Mehr Lieferkettenunterbrechungen und höhere Transportpreise erwartet
Die Folgen des Klimawandels - etwa Dürren wie aktuell in Panama - führen zu Lieferverzögerungen und treiben Logistikkosten nach oben. Die SCM-Fachleute von Setlog raten Politik und Unternehmen zügig Vorkehrungen zu treffen – unter anderem bei Infrastrukturprojekten.

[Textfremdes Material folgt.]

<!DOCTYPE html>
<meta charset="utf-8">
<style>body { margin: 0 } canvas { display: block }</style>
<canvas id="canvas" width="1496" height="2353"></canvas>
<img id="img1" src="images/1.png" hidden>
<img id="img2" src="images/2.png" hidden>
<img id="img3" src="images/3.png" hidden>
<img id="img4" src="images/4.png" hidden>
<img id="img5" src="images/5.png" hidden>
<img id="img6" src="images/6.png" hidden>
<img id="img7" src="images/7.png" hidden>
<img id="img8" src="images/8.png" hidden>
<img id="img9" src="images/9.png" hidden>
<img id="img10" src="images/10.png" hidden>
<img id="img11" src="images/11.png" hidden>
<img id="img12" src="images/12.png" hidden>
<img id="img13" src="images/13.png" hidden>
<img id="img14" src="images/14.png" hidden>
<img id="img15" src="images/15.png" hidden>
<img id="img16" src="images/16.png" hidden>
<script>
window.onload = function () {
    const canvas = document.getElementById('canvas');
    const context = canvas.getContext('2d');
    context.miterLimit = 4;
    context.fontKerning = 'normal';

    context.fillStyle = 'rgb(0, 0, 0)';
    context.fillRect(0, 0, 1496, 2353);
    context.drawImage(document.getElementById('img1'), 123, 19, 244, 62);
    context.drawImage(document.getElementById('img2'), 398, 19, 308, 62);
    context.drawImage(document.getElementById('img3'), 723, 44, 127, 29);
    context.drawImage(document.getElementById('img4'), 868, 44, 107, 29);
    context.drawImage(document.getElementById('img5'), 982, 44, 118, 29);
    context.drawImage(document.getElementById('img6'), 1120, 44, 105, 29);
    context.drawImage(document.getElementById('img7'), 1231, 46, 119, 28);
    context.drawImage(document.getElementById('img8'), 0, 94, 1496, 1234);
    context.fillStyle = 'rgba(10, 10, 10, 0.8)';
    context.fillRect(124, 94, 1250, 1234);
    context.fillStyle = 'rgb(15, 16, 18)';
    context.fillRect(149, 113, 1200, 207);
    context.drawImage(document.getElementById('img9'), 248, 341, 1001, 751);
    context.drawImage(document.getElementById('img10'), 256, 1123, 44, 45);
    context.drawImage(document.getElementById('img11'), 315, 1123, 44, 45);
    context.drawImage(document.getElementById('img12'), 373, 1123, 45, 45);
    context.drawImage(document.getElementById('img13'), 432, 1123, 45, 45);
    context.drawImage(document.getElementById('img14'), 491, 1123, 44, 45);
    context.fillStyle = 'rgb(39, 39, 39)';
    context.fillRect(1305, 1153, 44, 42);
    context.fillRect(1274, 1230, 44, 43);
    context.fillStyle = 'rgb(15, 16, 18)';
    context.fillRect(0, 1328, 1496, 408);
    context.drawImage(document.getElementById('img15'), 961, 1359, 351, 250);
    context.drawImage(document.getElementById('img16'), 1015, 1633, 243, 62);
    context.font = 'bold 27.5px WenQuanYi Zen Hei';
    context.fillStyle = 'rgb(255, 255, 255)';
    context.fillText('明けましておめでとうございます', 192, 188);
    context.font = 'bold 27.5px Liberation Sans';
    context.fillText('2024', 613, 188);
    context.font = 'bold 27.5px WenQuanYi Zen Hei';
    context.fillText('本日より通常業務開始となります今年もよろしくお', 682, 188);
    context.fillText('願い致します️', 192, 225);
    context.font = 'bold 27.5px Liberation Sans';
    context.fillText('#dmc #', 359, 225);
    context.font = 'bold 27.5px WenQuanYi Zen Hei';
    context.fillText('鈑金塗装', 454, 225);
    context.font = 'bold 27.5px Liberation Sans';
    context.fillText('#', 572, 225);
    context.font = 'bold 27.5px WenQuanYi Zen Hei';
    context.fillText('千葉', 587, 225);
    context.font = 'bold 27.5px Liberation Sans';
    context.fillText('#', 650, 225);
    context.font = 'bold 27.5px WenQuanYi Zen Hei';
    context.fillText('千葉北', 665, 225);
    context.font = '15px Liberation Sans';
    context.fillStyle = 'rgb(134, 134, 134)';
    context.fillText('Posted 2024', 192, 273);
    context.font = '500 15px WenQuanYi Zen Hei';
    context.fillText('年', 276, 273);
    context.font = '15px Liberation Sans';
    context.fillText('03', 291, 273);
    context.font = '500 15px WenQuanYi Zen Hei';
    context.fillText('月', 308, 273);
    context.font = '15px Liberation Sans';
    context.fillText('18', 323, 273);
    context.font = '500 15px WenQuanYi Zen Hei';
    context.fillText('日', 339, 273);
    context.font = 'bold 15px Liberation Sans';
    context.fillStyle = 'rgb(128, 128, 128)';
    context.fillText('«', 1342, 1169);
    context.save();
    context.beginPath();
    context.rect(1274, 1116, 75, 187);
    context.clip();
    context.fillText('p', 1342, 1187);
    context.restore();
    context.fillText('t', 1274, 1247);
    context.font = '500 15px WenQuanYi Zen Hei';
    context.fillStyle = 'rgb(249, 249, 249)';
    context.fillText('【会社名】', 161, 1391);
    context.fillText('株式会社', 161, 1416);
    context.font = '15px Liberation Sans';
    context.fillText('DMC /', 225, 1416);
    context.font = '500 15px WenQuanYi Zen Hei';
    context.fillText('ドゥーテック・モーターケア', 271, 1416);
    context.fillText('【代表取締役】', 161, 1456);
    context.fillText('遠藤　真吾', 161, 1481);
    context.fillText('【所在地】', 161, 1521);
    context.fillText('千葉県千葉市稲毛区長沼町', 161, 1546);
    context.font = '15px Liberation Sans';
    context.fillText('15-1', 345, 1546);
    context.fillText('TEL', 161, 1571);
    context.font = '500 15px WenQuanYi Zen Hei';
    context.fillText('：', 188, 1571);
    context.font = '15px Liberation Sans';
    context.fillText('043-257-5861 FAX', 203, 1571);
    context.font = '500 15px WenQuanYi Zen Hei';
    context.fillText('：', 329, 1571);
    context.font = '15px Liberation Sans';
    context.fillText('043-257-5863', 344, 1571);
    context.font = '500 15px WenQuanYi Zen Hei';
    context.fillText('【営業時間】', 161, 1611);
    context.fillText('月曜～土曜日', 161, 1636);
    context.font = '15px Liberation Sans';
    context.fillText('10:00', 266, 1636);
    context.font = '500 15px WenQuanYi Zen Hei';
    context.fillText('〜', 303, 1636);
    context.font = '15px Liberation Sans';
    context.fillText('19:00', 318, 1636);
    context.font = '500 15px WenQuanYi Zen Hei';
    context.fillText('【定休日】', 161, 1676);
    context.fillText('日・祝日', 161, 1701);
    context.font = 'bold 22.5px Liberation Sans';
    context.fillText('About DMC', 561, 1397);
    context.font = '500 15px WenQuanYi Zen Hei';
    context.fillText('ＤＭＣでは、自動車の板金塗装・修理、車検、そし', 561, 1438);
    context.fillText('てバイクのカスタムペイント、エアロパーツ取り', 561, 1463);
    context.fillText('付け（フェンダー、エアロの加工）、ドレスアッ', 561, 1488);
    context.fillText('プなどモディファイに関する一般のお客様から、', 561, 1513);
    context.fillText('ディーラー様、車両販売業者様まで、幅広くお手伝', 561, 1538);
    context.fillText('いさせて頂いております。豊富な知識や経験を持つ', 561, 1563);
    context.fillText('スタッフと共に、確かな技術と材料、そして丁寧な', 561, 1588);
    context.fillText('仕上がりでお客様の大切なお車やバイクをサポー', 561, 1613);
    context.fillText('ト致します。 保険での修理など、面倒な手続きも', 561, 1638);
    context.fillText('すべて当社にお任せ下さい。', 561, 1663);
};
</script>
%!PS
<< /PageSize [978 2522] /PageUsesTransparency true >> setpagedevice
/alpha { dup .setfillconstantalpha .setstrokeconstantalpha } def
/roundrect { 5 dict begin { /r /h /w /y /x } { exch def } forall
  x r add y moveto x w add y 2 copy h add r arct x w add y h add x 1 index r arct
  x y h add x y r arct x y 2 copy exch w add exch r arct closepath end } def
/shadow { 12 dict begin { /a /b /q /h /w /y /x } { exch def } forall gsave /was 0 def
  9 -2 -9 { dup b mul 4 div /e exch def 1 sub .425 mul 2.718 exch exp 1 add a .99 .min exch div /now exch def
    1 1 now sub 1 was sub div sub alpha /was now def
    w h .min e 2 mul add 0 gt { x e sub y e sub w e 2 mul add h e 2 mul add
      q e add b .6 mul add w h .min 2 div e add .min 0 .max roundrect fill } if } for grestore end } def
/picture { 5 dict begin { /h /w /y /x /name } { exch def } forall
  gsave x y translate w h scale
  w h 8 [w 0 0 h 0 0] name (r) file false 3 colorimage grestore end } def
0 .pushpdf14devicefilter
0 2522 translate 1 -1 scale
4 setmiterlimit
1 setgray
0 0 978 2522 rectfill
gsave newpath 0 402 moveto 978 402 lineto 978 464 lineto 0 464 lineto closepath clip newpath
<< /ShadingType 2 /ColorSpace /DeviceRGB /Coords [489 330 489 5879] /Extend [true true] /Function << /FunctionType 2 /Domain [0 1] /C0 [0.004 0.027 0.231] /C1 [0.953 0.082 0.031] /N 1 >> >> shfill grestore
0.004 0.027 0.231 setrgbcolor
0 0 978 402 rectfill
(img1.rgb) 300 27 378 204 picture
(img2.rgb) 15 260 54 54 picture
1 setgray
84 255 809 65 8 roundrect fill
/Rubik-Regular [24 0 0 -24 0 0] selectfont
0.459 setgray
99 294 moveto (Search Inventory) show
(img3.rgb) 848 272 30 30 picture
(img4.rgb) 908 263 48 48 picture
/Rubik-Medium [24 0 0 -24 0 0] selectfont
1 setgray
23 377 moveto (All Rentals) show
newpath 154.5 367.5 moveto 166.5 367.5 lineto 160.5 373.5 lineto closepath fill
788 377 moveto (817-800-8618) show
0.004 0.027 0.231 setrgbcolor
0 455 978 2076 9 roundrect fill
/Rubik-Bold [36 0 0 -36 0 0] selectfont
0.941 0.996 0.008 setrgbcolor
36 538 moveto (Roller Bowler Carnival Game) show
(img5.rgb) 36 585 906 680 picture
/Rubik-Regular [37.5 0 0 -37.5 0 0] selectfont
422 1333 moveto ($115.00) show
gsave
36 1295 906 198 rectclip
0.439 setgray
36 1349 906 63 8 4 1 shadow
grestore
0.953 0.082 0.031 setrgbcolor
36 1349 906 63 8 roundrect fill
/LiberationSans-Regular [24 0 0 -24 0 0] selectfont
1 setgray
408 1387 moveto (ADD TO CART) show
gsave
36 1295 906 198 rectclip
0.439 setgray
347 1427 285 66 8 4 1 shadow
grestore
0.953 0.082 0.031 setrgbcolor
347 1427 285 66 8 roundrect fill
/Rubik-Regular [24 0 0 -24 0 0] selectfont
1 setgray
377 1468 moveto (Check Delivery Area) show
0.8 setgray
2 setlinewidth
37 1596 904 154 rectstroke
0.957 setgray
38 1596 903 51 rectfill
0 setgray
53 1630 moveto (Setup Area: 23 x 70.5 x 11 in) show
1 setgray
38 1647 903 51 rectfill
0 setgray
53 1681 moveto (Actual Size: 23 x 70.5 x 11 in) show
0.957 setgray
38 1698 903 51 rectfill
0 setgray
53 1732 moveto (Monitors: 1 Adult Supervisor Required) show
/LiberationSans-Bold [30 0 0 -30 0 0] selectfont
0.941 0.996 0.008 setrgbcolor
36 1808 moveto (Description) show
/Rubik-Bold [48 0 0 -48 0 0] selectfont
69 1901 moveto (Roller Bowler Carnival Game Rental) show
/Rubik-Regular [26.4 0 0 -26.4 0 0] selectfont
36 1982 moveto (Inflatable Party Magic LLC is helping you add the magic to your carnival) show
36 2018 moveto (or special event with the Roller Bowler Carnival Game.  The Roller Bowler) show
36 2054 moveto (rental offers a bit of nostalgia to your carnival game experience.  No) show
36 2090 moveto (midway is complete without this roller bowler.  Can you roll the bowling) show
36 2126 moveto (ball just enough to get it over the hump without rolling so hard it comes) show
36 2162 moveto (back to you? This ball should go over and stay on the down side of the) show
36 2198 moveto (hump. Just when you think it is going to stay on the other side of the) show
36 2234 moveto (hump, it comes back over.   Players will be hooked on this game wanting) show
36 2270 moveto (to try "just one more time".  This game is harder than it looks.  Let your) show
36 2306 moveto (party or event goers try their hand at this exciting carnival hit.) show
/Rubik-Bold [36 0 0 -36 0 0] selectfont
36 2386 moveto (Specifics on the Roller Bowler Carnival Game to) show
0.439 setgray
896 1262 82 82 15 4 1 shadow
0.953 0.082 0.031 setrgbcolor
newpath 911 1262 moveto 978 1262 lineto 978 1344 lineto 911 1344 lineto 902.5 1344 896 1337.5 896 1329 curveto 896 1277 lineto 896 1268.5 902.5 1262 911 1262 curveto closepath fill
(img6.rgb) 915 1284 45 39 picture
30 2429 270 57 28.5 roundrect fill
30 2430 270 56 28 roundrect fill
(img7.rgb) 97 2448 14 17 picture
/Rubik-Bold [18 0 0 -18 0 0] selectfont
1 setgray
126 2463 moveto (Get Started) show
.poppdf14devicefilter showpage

Wachsende Logistikkosten, Warenengpässe, Lieferverzögerungen, höhere Sicherheitsbestände: Der Klimawandel wird künftig zu mehr Lieferkettenstörungen und negativen Auswirkungen auf die Wirtschaft führen als bisher. Das prognostizieren anlässlich der aktuellen Durchfahrtbeschränkungen für Schiffe im Panamakanal die SCM-Experten des Bochumer Softwarehauses Setlog. Ihr Tipp an Politik und Unternehmen: Auch wenn die Situation in Mittelamerika aktuell keine spürbaren Auswirkungen auf die deutsche Wirtschaft hat, sollten Vorkehrungen für die Zukunft getroffen werden– beispielsweise für den Rohstoff- und Warentransport auf Wasserstraßen bei Niedrigwasser.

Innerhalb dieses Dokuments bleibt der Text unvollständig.